E mais diz: da auto-estrada de Descartes – o mundo percorrido através de racionalidades lineares pré-determinadas – não se vislumbra nada do que se passa em volta; em contrapartida, pelas tortuosidades dos caminhos de cabras pode-se passar por tudo o que queremos conhecer. Essa espécie de errância é completamente diferente da frieza do olhar da planta de interior que, através da janela onde está posto o vaso que a encerra, percebe a paisagem como um simples pano de fundo de onde às vezes vem a luz do sol. Serres acrescenta a imagem, diversificando a botânica, substituindo a planta de interior por uns legumes na frente de um televisor.

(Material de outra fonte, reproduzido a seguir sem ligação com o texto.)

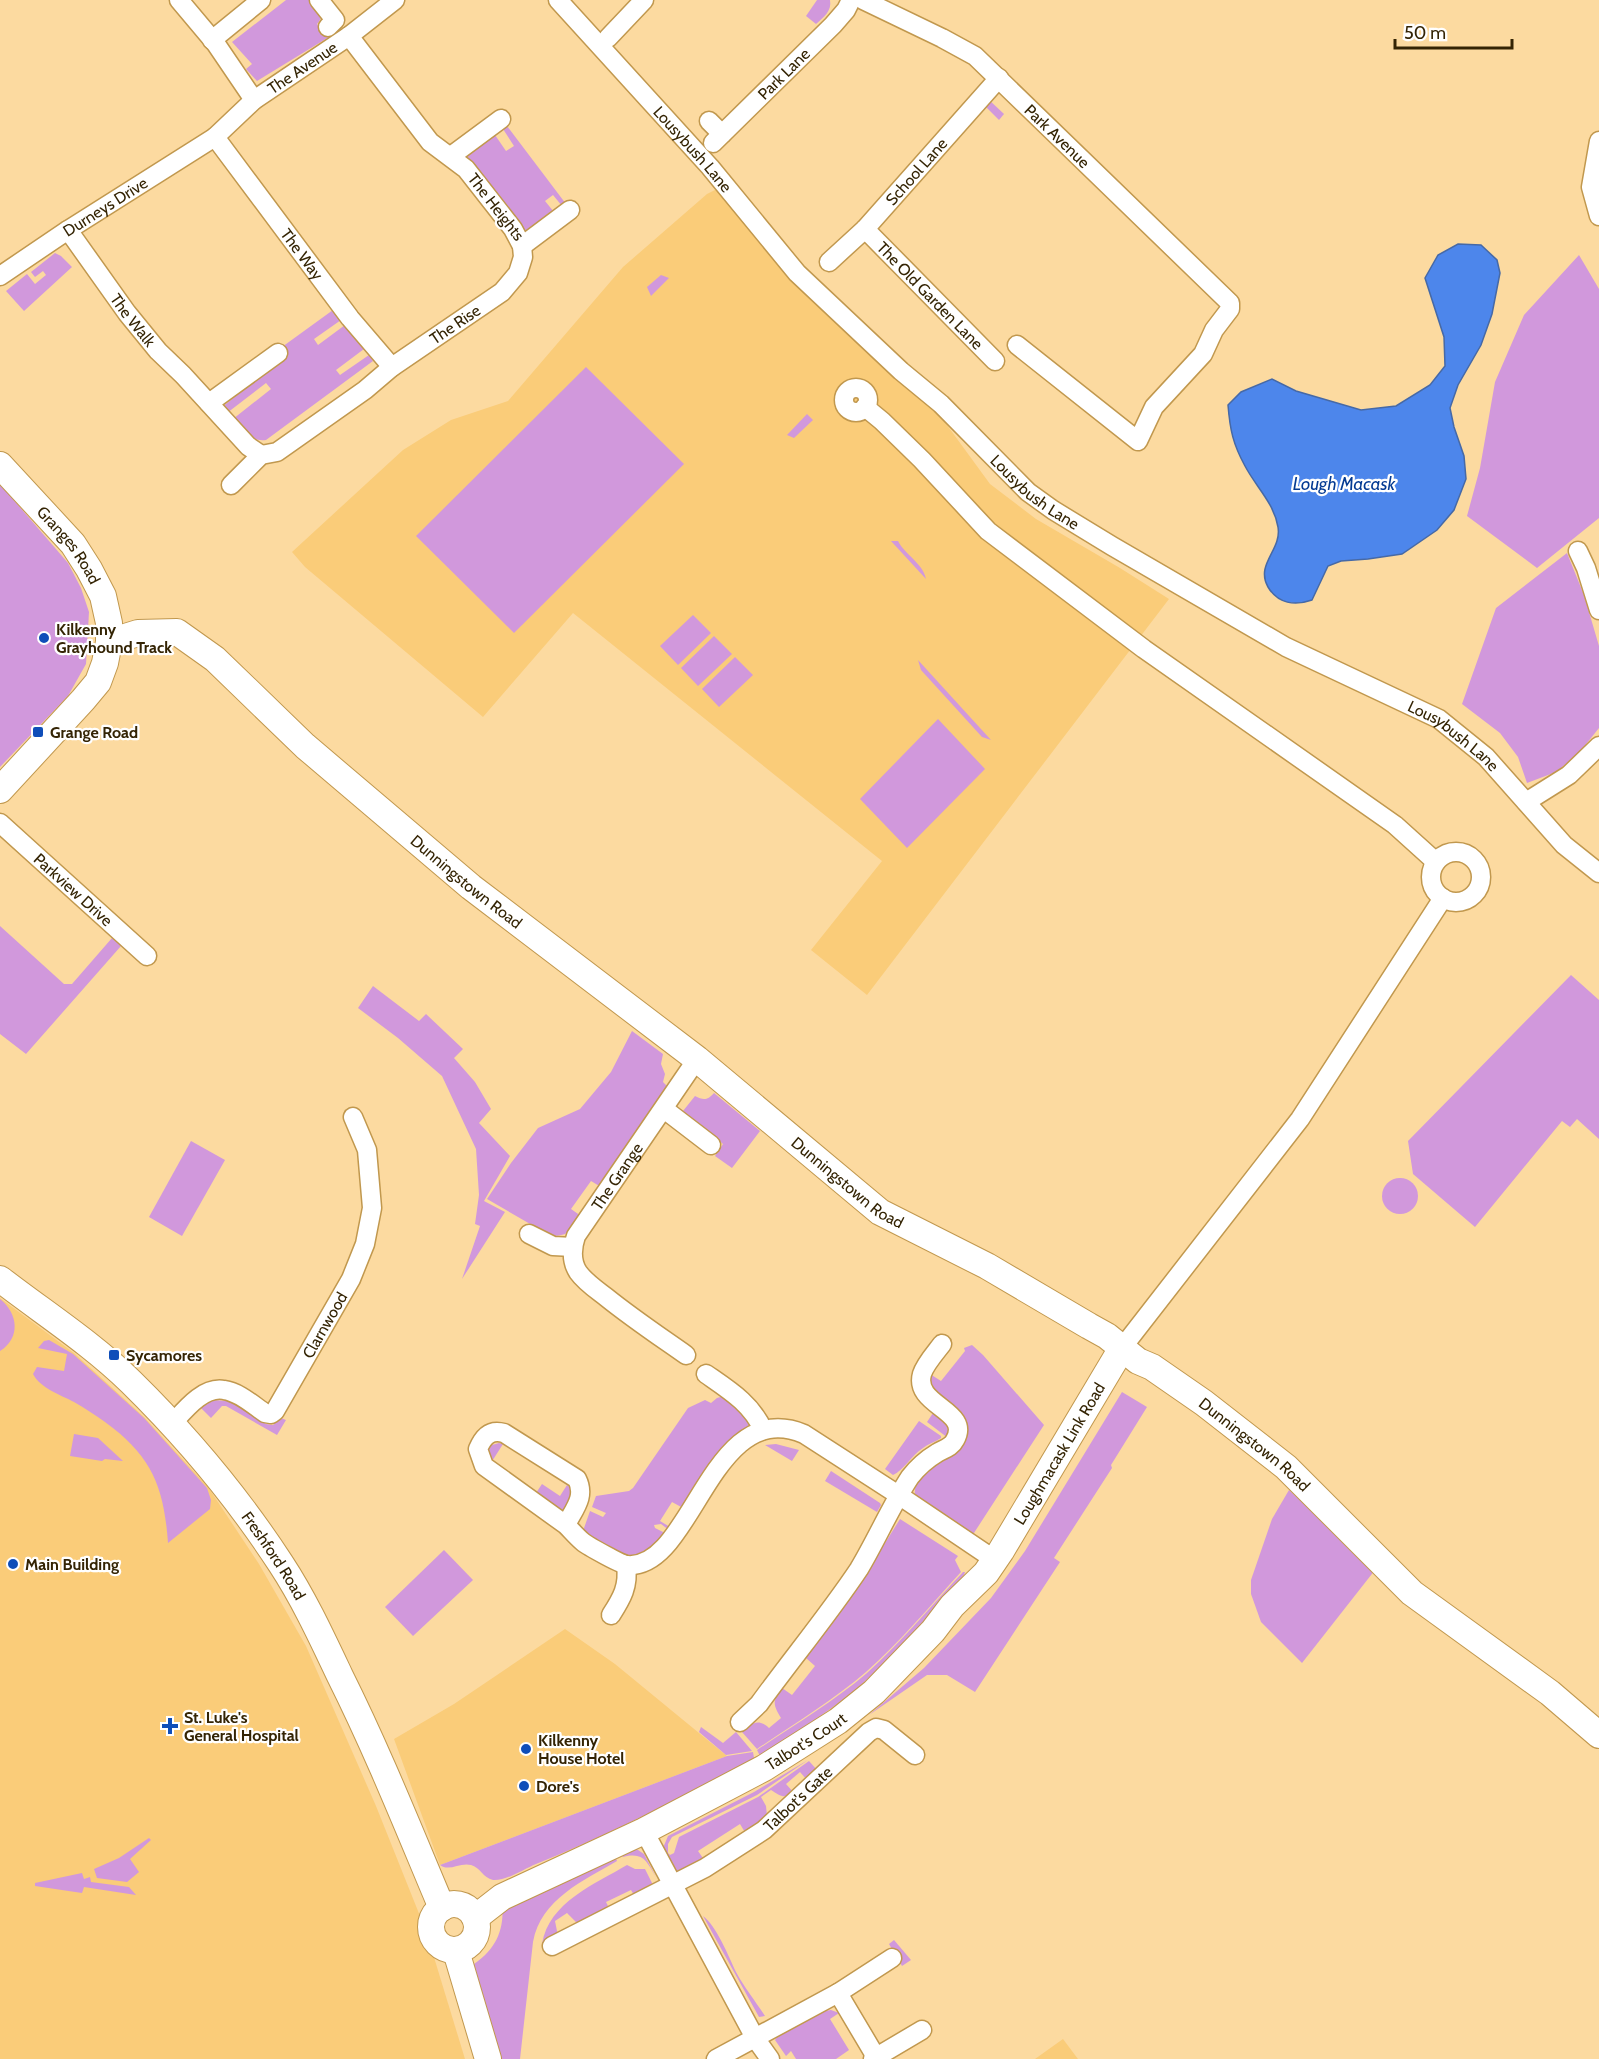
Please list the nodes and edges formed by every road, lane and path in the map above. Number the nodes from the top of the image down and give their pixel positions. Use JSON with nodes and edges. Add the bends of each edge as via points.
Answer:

Que longe estamos da Rua da Estrada… Vou atravessar o asfalto e voltar a sentar-me no sofá. Isto não é a estrada de que fala Serres para chegar ao colapso dos ecos emaranhados na rede; nem a Auto-estrada de Descartes, o que dizia “penso logo exausto” e por isso andava sempre à procura de uma cadeira ou sofá cor-de-laranja. Do que mais gosto na Rua da Estrada é da contingência, do imprevisto (não é o mesmo que o sinistro), dos muitos cruzamentos e bifurcações, da possibilidade de exercitar a alma e o discernimento.

Por Álvaro Domingues autor de A Rua da Estrada.

[1]Michel Serres (1996), Sortir des réseaux… entretien avec Michel Serres, Cahiers de Médiologie, N°2  Qu’est-ce qu’une route?, pp.247-255.